### Supplied records
----
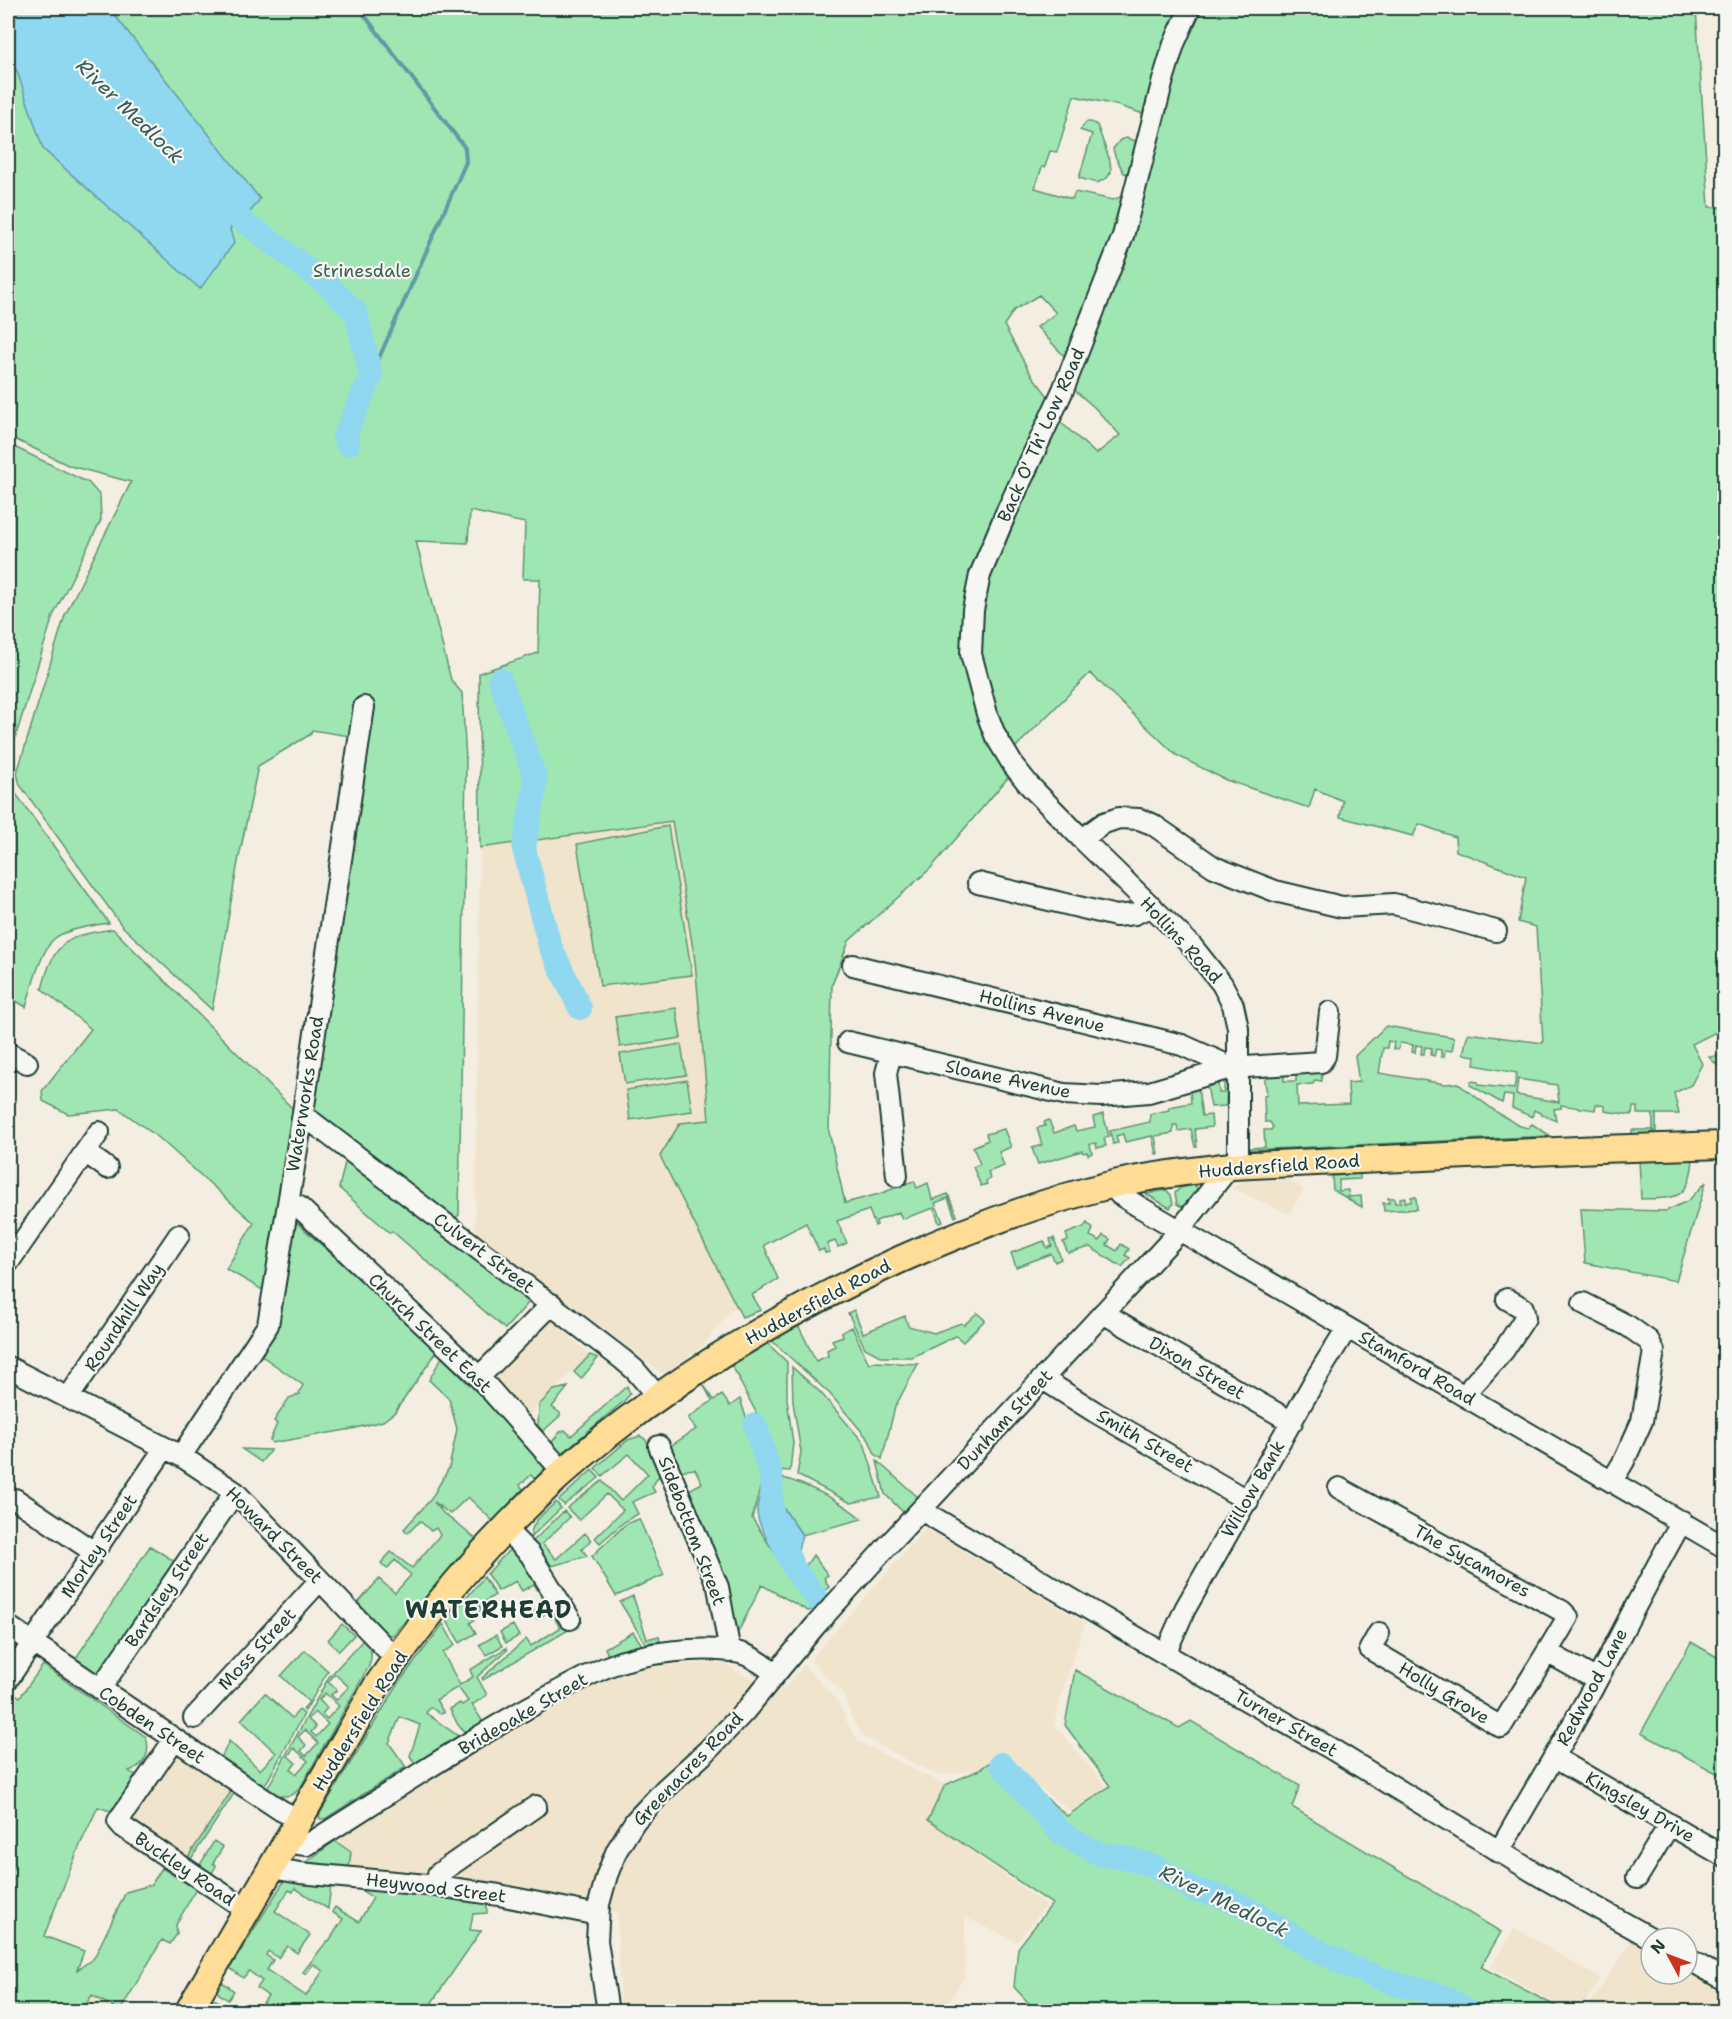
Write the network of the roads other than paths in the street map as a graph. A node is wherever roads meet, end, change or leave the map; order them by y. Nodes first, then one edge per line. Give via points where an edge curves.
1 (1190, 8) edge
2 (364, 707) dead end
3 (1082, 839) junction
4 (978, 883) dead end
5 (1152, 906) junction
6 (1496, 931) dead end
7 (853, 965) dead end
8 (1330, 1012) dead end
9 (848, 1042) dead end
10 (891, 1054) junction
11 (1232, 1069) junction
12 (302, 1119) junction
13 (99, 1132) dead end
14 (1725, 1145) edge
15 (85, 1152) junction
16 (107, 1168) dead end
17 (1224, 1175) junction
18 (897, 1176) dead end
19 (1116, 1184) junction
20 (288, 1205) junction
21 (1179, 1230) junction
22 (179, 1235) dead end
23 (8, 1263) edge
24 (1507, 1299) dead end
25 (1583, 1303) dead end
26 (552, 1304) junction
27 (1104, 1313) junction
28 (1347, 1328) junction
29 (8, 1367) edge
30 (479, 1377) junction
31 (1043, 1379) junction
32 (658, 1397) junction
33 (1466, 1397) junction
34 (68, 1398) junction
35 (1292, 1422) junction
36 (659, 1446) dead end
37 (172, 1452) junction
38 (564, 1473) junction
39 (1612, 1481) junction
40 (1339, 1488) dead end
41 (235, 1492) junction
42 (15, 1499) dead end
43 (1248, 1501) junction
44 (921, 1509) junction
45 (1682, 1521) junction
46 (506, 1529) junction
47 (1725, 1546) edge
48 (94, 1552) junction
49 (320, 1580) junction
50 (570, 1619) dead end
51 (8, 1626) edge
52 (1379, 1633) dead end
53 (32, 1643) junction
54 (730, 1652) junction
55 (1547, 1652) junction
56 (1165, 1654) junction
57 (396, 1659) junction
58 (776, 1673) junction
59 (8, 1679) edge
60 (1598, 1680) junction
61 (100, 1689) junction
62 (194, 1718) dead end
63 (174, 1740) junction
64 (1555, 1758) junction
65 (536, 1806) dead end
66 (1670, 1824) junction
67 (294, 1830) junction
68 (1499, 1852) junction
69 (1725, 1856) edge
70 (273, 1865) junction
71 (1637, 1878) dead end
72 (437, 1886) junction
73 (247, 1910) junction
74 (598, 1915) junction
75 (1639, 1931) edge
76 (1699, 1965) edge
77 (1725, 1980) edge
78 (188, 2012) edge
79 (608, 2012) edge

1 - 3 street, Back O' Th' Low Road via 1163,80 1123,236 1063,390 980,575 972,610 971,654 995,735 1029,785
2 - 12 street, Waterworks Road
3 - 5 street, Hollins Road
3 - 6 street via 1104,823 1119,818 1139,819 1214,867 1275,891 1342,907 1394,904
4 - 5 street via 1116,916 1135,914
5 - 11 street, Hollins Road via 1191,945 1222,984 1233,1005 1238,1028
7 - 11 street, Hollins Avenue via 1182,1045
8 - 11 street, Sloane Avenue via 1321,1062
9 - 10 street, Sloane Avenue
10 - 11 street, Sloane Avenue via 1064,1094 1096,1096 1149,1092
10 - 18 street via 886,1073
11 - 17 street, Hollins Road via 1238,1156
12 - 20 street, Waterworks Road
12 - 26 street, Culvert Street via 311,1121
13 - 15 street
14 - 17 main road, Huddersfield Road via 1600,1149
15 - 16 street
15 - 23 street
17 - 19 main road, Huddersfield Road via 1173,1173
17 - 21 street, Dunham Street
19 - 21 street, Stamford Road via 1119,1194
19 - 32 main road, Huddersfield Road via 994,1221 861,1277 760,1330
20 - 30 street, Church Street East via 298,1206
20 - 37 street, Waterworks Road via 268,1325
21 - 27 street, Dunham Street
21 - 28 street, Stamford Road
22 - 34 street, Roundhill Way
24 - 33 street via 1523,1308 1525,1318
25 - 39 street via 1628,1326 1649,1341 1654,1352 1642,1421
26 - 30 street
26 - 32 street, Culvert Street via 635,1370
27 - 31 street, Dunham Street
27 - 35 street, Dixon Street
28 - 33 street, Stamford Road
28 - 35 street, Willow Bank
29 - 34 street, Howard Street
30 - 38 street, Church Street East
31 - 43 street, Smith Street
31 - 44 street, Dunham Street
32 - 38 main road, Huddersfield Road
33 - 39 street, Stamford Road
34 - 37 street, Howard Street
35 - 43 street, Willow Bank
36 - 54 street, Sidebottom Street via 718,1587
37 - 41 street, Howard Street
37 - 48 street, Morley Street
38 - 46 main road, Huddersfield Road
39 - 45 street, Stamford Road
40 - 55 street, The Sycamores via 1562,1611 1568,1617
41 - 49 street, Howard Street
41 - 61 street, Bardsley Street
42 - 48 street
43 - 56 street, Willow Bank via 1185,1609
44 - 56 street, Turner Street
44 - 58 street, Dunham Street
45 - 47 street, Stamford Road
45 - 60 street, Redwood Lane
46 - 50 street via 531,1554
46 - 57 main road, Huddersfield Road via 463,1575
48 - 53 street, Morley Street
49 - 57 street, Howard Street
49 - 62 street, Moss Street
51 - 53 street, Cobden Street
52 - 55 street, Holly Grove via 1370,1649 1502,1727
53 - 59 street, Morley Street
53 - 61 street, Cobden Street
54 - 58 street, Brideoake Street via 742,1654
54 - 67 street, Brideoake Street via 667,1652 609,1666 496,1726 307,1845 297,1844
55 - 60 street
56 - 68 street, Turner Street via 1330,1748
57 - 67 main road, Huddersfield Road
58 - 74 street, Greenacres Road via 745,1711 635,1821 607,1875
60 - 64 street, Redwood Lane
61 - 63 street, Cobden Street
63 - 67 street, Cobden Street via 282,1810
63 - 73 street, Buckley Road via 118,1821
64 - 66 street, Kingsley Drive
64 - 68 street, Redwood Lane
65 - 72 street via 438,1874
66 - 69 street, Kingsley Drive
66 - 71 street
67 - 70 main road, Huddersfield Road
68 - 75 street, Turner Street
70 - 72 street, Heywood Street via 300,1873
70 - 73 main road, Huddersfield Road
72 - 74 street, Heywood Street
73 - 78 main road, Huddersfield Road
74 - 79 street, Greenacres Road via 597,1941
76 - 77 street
----
### To do
The lines holding the word "Cobden" are the answer. Find them in the entries and copy them.

### Solution to the problem
51 - 53 street, Cobden Street
53 - 61 street, Cobden Street
61 - 63 street, Cobden Street
63 - 67 street, Cobden Street via 282,1810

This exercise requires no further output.